1 - from Ofcom's "Communications Market Report - Radio", 2005

 

Annual sales & year-on-year sales growth

 

Year DRDB 2004 forecast & actual annual sales
million
DRDB 2004 forecast & actual percentage year-on-year growth
%
DRDB 2007 forecast & actual annual sales
million
DRDB 2007 forecast & actual annual percentage year-on-year growth
%
2004 0.76 - 0.85 -
2005 1.29 70 1.44 69
2006 2.04 58 1.76 22
2007 3.44 69 2.07 18
2008 5.18 51 2.60 26

 

What went wrong?

Other countries refusing to use DAB

In 2004 it was thoroughly expected that DAB would become the Europe-wide digital radio standard, and that a few European countries, such as Germany, France and the Scandinavian countries, were expected to properly launch (i.e. heavily promote) DAB in the not too distant future.

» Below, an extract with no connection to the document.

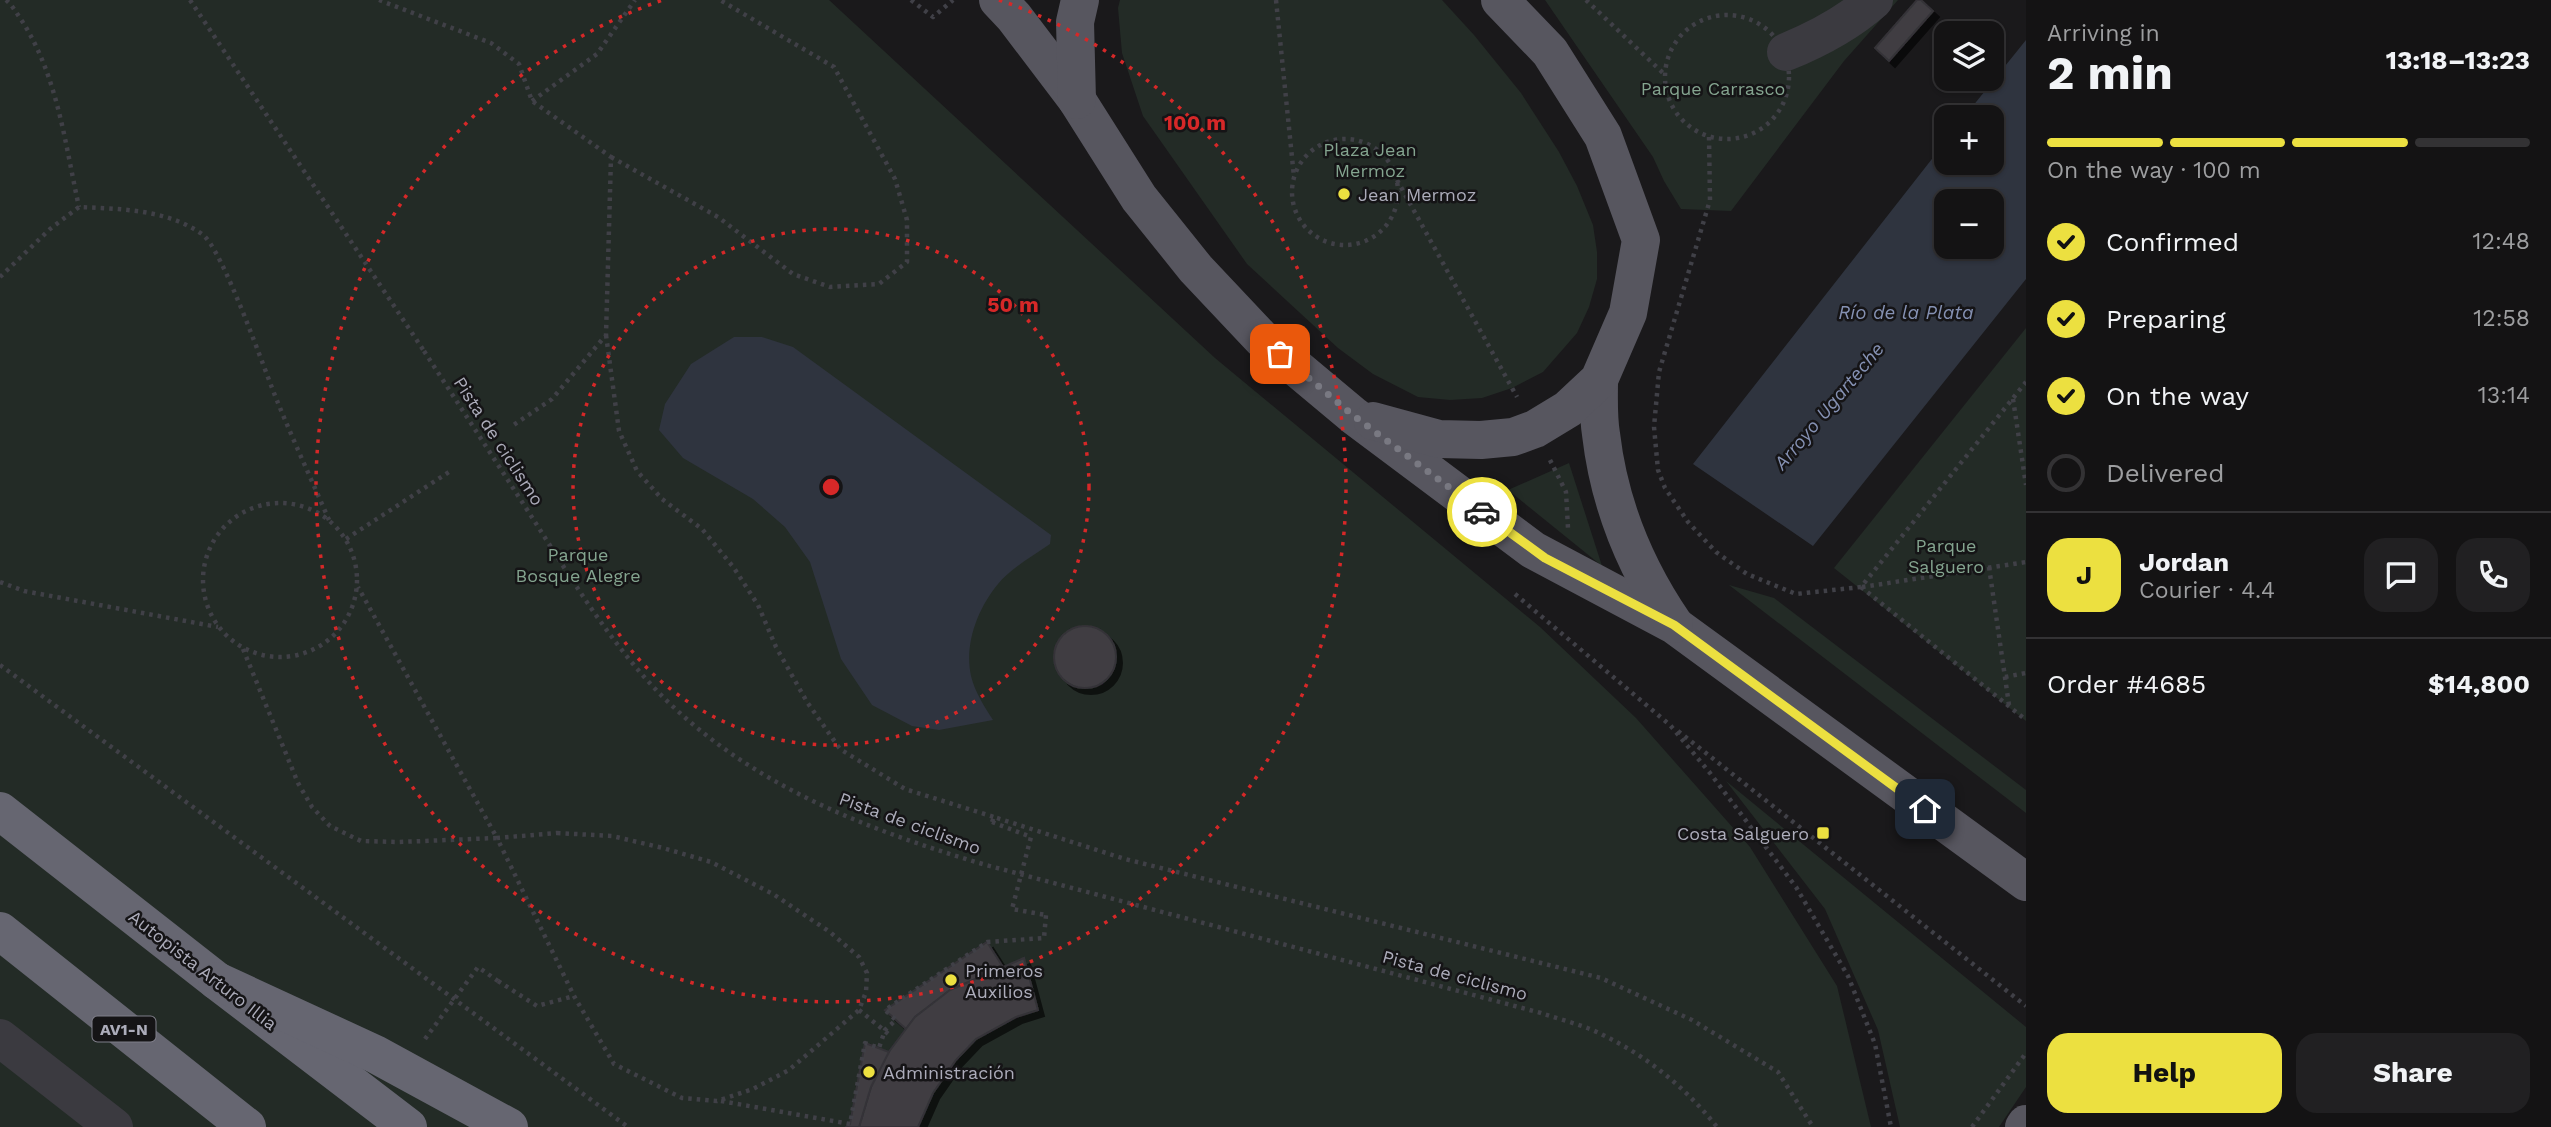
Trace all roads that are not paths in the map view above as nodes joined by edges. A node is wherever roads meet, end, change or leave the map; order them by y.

But in the space of just over a year, starting in autumn/winter 2004, a series of events led to the rapid downfall of DAB, which led to the WorldDAB Forum being forced to design DAB+ due to numerous European regulators, broadcasters and governments refusing to use -- and heavily attacking -- the old DAB system on the basis that it was outdated and inefficient. If WorldDAB hadn't designed DAB+ then the UK, Denmark and Norway faced being the only countries in the world using the old DAB standard. The eye-opener for the people that attacked DAB during 2004/5 was that modern and far more efficient mobile broadcasting systems had just emerged, such as the DVB-H mobile TV system, because this highlighted just how incredibly out-of-date DAB was.

There are two main reasons why other countries refusing to adopt DAB have affected sales in the UK. Firstly, the consumer electronics giants will have changed their future plans once they heard that DAB was going to be upgraded, because there's no point in including the non-upgradeable version of DAB in a wide range of products if they're only going to sell in the UK, Denmark and Norway. Therefore, DAB will have been added to significantly fewer audio products than would otherwise have been the case if DAB hadn't been upgraded, and the fewer audio products that include DAB the lower the DAB sales will be.

Secondly, because other countries didn't get on-board with DAB, this meant that the global DAB sales have been far lower than they would otherwise have been, and this has kept receiver prices in the UK high, which in turn has kept UK DAB sales far lower than they would otherwise have been -- a good example of what global sales can achieve is the cost of DVD players, which cost as little as £20 each due to the enormous quantities sold around the world. 

Countries like Denmark and Norway (the only other two countries pushing the old DAB system) only have small populations, so the UK has almost been on its own in trying to drag the price of receivers down by increasing sales volumes, but there's a limit to what a single country can do in this regard.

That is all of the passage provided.